_WHAT YOU NEED TO DO_:
Could you repeat the entries below word for word, leaving nothing out?

(Items listed in a dataset)
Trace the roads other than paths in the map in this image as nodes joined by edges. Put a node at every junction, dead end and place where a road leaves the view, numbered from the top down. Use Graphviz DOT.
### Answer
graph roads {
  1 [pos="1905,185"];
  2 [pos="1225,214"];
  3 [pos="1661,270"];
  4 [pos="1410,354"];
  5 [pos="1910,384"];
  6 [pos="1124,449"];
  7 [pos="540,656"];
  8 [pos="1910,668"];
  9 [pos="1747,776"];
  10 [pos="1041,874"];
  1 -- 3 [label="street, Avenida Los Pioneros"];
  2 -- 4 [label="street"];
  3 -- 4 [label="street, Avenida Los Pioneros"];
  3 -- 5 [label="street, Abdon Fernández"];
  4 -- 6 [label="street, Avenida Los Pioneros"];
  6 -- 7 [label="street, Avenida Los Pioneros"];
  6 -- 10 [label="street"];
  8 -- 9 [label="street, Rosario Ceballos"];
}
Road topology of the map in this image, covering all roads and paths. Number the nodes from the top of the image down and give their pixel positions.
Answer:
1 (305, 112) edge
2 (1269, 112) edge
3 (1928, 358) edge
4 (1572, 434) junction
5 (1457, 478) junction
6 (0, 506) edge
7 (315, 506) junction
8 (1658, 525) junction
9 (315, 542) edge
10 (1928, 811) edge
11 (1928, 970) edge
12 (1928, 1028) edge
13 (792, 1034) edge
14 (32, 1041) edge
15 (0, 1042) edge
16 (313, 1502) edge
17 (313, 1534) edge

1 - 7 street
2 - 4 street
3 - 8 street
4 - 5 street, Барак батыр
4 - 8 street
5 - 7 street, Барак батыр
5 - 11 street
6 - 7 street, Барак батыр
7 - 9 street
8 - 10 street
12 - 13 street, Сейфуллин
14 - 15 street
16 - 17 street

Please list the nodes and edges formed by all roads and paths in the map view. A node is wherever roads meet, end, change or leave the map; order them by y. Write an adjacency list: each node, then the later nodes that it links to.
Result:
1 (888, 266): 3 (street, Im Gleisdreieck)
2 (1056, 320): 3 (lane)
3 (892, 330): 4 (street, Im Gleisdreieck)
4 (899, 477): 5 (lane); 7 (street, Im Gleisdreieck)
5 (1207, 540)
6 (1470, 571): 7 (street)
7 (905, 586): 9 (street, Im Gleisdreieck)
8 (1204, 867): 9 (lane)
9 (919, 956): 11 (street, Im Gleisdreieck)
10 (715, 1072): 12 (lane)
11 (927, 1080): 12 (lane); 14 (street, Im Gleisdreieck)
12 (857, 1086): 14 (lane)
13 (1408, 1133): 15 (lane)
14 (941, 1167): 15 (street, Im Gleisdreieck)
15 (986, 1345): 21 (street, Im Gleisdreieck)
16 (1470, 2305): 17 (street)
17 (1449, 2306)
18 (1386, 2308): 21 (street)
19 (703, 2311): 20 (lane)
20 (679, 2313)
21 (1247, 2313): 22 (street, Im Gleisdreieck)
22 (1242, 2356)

_OUTPUT FOR THIS TASK_:
Trace the roads other than paths in the map in this image as nodes joined by edges. Put a node at every junction, dead end and place where a road leaves the view, numbered from the top down. Use Graphviz DOT.
### Answer
graph roads {
  1 [pos="1905,185"];
  2 [pos="1225,214"];
  3 [pos="1661,270"];
  4 [pos="1410,354"];
  5 [pos="1910,384"];
  6 [pos="1124,449"];
  7 [pos="540,656"];
  8 [pos="1910,668"];
  9 [pos="1747,776"];
  10 [pos="1041,874"];
  1 -- 3 [label="street, Avenida Los Pioneros"];
  2 -- 4 [label="street"];
  3 -- 4 [label="street, Avenida Los Pioneros"];
  3 -- 5 [label="street, Abdon Fernández"];
  4 -- 6 [label="street, Avenida Los Pioneros"];
  6 -- 7 [label="street, Avenida Los Pioneros"];
  6 -- 10 [label="street"];
  8 -- 9 [label="street, Rosario Ceballos"];
}
Road topology of the map in this image, covering all roads and paths. Number the nodes from the top of the image down and give their pixel positions.
Answer:
1 (305, 112) edge
2 (1269, 112) edge
3 (1928, 358) edge
4 (1572, 434) junction
5 (1457, 478) junction
6 (0, 506) edge
7 (315, 506) junction
8 (1658, 525) junction
9 (315, 542) edge
10 (1928, 811) edge
11 (1928, 970) edge
12 (1928, 1028) edge
13 (792, 1034) edge
14 (32, 1041) edge
15 (0, 1042) edge
16 (313, 1502) edge
17 (313, 1534) edge

1 - 7 street
2 - 4 street
3 - 8 street
4 - 5 street, Барак батыр
4 - 8 street
5 - 7 street, Барак батыр
5 - 11 street
6 - 7 street, Барак батыр
7 - 9 street
8 - 10 street
12 - 13 street, Сейфуллин
14 - 15 street
16 - 17 street

Please list the nodes and edges formed by all roads and paths in the map view. A node is wherever roads meet, end, change or leave the map; order them by y. Write an adjacency list: each node, then the later nodes that it links to.
Result:
1 (888, 266): 3 (street, Im Gleisdreieck)
2 (1056, 320): 3 (lane)
3 (892, 330): 4 (street, Im Gleisdreieck)
4 (899, 477): 5 (lane); 7 (street, Im Gleisdreieck)
5 (1207, 540)
6 (1470, 571): 7 (street)
7 (905, 586): 9 (street, Im Gleisdreieck)
8 (1204, 867): 9 (lane)
9 (919, 956): 11 (street, Im Gleisdreieck)
10 (715, 1072): 12 (lane)
11 (927, 1080): 12 (lane); 14 (street, Im Gleisdreieck)
12 (857, 1086): 14 (lane)
13 (1408, 1133): 15 (lane)
14 (941, 1167): 15 (street, Im Gleisdreieck)
15 (986, 1345): 21 (street, Im Gleisdreieck)
16 (1470, 2305): 17 (street)
17 (1449, 2306)
18 (1386, 2308): 21 (street)
19 (703, 2311): 20 (lane)
20 (679, 2313)
21 (1247, 2313): 22 (street, Im Gleisdreieck)
22 (1242, 2356)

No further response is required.